This thesis investigates the form, function and development of assembly practices in the Ridings of Yorkshire, a region of significant Scandinavian settlement from the ninth century onwards. It investigates the extent to which these demographic and cultural changes affected existing assembly practices and also the degree to which one can identify the introduction of Nordic conciliar mores. In particular, it focuses on the assembly sites and territories associated with the hundreds and wapentakes outlined in Domesday Book. These are considered in terms of their emergence and context in early medieval law, their relations to earlier accounts of assemblies and their subsequent reception in historical scholarship. The forms and distributions of both documented and assembly-attesting place-names are assessed. These demonstrate significant Anglo-Saxon and Scandinavian influence on the nomenclature.

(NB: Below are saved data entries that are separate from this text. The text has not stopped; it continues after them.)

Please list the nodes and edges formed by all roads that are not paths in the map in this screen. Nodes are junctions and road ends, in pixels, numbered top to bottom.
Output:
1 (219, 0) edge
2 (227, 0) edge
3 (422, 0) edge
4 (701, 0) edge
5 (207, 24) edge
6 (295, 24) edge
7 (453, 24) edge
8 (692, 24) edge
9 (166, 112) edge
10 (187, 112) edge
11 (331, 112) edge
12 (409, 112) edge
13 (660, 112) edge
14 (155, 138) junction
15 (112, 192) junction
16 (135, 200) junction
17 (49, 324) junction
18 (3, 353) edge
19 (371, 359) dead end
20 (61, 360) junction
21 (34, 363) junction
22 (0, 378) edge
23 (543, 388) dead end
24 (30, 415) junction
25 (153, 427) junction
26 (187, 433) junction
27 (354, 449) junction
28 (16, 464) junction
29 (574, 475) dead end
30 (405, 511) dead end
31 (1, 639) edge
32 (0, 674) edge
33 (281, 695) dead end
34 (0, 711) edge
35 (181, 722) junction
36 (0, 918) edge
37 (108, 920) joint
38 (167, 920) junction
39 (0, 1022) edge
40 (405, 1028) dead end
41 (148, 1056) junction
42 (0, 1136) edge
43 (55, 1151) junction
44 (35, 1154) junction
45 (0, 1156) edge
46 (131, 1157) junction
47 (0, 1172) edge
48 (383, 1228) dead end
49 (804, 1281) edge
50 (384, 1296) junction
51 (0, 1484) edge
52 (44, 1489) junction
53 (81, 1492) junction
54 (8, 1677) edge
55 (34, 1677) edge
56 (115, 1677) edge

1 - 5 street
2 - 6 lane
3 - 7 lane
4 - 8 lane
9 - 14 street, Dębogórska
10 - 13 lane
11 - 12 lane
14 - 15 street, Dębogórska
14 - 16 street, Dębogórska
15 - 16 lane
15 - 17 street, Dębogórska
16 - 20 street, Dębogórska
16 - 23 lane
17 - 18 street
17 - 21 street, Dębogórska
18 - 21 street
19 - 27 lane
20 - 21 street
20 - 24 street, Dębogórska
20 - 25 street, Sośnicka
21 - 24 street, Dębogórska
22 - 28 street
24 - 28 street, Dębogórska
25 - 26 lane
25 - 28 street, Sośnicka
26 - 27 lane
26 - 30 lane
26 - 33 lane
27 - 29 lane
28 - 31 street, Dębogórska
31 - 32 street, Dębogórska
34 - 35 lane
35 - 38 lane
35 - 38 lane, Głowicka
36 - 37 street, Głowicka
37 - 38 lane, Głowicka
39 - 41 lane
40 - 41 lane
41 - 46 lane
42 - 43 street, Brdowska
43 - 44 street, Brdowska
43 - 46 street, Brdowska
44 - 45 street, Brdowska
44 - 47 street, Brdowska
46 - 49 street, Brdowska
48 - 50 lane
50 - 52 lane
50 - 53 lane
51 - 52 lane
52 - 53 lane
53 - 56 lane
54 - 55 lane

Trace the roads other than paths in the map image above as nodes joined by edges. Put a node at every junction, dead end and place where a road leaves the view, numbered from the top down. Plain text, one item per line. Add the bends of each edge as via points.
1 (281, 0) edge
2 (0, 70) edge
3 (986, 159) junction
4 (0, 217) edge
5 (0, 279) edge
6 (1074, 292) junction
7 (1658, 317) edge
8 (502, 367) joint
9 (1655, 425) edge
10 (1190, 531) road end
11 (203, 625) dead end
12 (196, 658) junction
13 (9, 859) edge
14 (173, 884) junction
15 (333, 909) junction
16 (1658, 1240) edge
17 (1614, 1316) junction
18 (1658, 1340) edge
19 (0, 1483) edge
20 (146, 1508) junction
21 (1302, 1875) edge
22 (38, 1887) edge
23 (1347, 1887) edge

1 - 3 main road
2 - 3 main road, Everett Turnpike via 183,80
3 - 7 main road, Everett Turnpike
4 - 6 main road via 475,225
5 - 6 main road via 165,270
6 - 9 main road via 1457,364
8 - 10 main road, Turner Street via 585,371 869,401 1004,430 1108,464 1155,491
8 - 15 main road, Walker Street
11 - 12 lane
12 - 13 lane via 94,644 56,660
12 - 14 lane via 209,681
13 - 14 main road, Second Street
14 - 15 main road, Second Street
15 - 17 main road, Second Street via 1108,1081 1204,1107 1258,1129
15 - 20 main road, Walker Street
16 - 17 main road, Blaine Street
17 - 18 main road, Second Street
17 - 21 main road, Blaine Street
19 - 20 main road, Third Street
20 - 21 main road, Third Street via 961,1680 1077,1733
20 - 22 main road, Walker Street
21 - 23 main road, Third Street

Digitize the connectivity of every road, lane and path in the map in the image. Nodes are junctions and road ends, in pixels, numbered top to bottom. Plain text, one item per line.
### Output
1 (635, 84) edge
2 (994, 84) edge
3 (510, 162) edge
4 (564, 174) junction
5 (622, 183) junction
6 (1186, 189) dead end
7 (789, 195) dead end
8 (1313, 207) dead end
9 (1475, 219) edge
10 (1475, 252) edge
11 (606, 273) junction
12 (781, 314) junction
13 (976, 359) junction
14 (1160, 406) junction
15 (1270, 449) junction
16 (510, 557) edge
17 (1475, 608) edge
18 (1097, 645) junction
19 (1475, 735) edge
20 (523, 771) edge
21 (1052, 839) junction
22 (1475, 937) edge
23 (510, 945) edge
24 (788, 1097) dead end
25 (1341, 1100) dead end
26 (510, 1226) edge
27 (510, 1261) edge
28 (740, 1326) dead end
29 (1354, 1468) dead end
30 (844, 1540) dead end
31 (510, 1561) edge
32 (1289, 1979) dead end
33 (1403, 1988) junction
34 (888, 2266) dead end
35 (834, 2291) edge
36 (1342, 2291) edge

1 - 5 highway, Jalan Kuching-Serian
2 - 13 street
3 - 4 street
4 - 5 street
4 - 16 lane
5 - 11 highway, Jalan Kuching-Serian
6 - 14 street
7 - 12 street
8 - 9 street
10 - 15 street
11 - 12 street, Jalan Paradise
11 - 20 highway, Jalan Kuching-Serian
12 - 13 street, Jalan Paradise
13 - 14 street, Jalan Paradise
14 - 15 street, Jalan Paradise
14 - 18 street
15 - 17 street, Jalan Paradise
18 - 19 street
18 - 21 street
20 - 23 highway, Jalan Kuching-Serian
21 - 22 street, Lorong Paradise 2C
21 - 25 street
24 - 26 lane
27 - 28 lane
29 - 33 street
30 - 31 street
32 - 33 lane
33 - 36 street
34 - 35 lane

Consideration of the immediate form of the documented and place-name attested assemblies has revealed both variety and patterning, not least in terms of the recurrent cultic elements associated with trees, crosses, and plausibly mounds, each of which often served as the monumental focus of a given assembly. Consideration of the assembly territories demonstrated differing ways of framing the landscape, likely reflecting settlement and agricultural routines but also at times providing evidence for the abrupt imposition of territorial schemata. The most vital finding is the widespread prevalence of assembly in ancillary situations to significant settlements and estate-centres. The use of prominent ridgelines above and apart from settlement in the East Riding shows that there was a clear symbolic role to this separation of activities. Assemblies on estate borders appear to reflect analogous practice. Finally, Scandinavian influence was found at all levels in the surviving evidence for assembly practices in the Northern Danelaw, but this almost certainly reflects active engagement with existing practices rather than the imposition of new customs on a newly settled land.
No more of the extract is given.